▶ [Task brief]
Copy every line that holds the string "numbered" from the data below.

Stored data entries

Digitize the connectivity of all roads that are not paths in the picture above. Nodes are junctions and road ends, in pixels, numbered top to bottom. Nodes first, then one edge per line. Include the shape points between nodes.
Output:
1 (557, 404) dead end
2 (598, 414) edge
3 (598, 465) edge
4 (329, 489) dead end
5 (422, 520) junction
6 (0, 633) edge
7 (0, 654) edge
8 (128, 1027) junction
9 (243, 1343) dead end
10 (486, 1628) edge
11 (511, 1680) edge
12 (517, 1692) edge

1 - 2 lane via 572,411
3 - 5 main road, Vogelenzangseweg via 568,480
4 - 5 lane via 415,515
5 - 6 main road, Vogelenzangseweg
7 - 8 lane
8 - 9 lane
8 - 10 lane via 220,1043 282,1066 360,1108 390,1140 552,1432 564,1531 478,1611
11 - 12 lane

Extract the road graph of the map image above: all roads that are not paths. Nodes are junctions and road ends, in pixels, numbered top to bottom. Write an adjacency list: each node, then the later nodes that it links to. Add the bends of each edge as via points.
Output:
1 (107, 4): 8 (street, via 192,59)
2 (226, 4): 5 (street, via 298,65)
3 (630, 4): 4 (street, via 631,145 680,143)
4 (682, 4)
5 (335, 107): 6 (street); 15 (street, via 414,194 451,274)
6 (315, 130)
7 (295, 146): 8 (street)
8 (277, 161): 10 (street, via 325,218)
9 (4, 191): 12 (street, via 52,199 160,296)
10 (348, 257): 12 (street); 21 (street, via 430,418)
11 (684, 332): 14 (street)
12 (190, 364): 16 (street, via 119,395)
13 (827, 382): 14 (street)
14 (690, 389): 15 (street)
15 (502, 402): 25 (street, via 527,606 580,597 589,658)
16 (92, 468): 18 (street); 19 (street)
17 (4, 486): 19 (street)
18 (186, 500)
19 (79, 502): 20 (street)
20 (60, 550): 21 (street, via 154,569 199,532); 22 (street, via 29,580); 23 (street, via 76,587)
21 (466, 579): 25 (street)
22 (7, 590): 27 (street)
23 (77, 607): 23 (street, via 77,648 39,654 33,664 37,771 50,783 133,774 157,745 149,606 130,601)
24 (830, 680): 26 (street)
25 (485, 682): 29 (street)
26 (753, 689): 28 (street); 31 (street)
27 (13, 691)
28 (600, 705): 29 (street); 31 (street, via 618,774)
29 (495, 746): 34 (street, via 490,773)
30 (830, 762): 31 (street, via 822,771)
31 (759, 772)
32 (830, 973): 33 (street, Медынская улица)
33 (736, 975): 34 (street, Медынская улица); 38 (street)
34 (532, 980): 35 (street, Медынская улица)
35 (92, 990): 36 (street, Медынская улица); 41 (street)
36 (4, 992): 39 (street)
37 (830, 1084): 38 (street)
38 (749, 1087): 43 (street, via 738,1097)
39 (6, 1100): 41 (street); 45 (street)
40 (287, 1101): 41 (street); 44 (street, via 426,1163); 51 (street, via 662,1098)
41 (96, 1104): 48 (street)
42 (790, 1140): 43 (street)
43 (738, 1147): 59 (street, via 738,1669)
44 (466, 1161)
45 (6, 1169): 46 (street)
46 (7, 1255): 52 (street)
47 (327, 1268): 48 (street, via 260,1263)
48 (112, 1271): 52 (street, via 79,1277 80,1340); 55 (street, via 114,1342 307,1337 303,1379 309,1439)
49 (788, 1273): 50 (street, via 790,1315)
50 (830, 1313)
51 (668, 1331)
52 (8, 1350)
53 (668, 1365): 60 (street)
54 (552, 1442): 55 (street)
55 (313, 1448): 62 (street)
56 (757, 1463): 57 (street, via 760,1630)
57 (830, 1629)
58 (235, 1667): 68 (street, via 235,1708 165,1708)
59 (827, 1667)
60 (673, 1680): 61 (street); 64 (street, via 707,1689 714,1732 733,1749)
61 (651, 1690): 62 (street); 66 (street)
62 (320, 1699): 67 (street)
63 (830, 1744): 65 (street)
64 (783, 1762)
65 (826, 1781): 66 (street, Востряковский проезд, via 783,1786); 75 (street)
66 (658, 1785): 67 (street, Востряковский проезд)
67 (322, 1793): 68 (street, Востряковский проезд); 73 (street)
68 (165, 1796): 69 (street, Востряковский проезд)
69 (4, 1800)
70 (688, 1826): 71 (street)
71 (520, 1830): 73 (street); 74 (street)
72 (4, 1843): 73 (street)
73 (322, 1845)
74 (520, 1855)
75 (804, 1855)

▶ [Task response]
Digitize the connectivity of all roads that are not paths in the picture above. Nodes are junctions and road ends, in pixels, numbered top to bottom. Nodes first, then one edge per line. Include the shape points between nodes.
Extract the road graph of the map image above: all roads that are not paths. Nodes are junctions and road ends, in pixels, numbered top to bottom. Write an adjacency list: each node, then the later nodes that it links to. Add the bends of each edge as via points.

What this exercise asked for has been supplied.